Given the limited number of patients available for characterization, the full extent of symptoms is yet to be described. The most common features observed include absence seizures, myoclonic-atonic epilepsy (onset from 7 months to 6 years, mean 3.7 years) and mild-to-moderate intellectual disability. Speech difficulties and behavioral problems have been described. The most common EEG pattern observed comprises irregular, high ample, and generalized spike-and-waves. To date, the most extensive patient collection was published by Johannesen et al5 and includes 34 patients. In this cohort, cognitive development was impaired in 33/34 (97%) subjects; 28/34 (82%) had mild to moderate intellectual disability, with language impairment being the most common feature. Epilepsy was diagnosed in 31/34 patients with a mean onset at 3.7 years. Cognitive assessment before epilepsy onset was available in 24/31 subjects and was normal in 25% (6/24). Two patients had speech delay only, and 1 had severe intellectual disability. After epilepsy onset, cognition declined in 46% (11 out of 24) of patients. The most common seizure types were absences, myoclonic, and atonic seizures. Sixteen patients (47%) fulfilled the diagnostic criteria for myoclonic-atonic epilepsy. Seven additional patients had different forms of generalized epilepsy, and two had focal epilepsy. Electroencephalography (EEG) findings were available in 27/31 patients showing irregular bursts of diffuse 2.5-3.5 Hz spikes/polyspikes-and-slow waves in 25/31. Two patients developed an EEG pattern resembling electrical status epilepticus during sleep. Ataxia was observed in 7 out of 34 patients (21%).

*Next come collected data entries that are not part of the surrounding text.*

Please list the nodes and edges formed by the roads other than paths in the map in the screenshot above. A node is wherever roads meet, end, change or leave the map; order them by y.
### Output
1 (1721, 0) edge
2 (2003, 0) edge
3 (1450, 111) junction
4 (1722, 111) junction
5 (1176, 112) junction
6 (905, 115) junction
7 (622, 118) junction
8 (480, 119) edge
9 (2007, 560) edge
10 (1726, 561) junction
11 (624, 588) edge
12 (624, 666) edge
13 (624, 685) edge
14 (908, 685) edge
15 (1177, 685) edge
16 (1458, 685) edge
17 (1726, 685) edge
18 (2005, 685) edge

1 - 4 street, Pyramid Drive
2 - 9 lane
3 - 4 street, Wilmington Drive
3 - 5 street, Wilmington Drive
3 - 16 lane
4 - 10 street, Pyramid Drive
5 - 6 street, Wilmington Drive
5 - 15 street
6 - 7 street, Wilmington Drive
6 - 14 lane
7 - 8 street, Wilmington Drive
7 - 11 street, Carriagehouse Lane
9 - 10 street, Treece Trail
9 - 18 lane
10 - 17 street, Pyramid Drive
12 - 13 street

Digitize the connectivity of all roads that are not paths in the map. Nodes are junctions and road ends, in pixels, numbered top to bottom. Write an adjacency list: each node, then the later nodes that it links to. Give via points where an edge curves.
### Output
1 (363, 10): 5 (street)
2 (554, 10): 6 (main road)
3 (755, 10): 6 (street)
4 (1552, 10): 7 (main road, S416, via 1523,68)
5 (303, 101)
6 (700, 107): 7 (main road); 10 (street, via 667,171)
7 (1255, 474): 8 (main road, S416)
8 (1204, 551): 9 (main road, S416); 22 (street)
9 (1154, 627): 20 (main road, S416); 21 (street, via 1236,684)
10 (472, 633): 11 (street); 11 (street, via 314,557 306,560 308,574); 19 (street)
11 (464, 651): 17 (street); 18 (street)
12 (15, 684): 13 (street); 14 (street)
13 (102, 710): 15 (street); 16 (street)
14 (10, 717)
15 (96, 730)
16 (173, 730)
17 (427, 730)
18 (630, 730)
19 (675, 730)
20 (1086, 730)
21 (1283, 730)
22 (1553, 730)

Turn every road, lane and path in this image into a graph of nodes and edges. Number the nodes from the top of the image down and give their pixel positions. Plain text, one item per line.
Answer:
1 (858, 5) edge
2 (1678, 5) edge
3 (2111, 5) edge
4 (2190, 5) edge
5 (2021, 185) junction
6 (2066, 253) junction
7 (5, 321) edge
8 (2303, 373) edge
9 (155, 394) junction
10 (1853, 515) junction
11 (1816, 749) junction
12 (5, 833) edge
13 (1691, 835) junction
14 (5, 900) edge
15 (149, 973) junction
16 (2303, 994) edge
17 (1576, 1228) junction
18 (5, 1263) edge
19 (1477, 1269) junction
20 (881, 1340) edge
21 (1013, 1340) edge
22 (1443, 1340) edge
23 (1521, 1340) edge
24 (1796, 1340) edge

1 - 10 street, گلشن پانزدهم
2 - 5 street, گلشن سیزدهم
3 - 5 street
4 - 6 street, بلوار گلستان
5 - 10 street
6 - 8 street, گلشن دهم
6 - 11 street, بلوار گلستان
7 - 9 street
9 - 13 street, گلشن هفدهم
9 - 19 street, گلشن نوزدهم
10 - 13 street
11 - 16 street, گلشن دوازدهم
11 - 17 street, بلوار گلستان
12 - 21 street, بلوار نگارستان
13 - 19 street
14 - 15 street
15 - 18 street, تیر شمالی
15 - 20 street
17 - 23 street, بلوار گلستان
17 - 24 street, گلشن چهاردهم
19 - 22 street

SLC6A1 epileptic encephalopathy is caused by a change (mutation) in one copy of the SLC6A1 gene that prevents the gene from working properly.
Two types of SLC6A1 gene variants have been observed in patients: 1) protein truncating variants that stop the protein production for one of the two SLC6A1 genes inherited from parents and 2) point mutations in critical regions of the protein such as GABA binding sites and transmembrane domains, which lead to loss-of-function of mutated proteins. Thus, the expected molecular pathomechanism of SLC6A1 disorders is haploinsufficiency; a single functional copy of the gene is not enough. The disease-mode is supported by experiments in GAT-1 knockout mice as well as mice administered with GAT-1 inhibitor. In these experiments, the mice show spontaneous spike-wave discharges typical of absence seizures, the predominant seizure type seen in individuals with SLC6A1 mutations. Recently, experimental evidence showed that SLC6A1 variants identified in epilepsy patients reduce GABA transport6 in vitro.
The SLC6A1 gene encodes for the voltage-dependent c-aminobutyric acid (GABA) transporter 1 (GAT-1) protein, one of the major GABA transporters of the human central nervous system. SLC6A1 is primarily expressed in the brain, specifically, in GABAergic neurons and astrocytes. The primary function of SLC6A1 is the reuptake of the GABA neurotransmitter from the extracellular space in the synapsys1. The SLC6A1 gene is located in the short arm of chromosome 3 (GRCh38 genomic coordinates: 3:10,992,733-11,039,248), contains 15 exons and is approximately 25 kb long. Genetic variation affecting the coding sequence of the gene in the general population is extremely rare2. Thus, the SLC6A1 gene is highly intolerant to variation. Patient variants in SLC6A1 were first described by Carvill et al. in 20153 (Online Mendelian Inheritance in Man database (OMIM) 137165)4 and were associated with early onset myoclonic-atonic epilepsy and intellectual disability. Later, with the collection of more patients, the phenotypic spectrum of SLC6A1-related disorders was expanded to include several types of seizures and different degrees of developmental delay. Notably, almost all of the genetic variants reported to date were not present in the parents (they arose ‘de novo’) and have not been observed in the general population.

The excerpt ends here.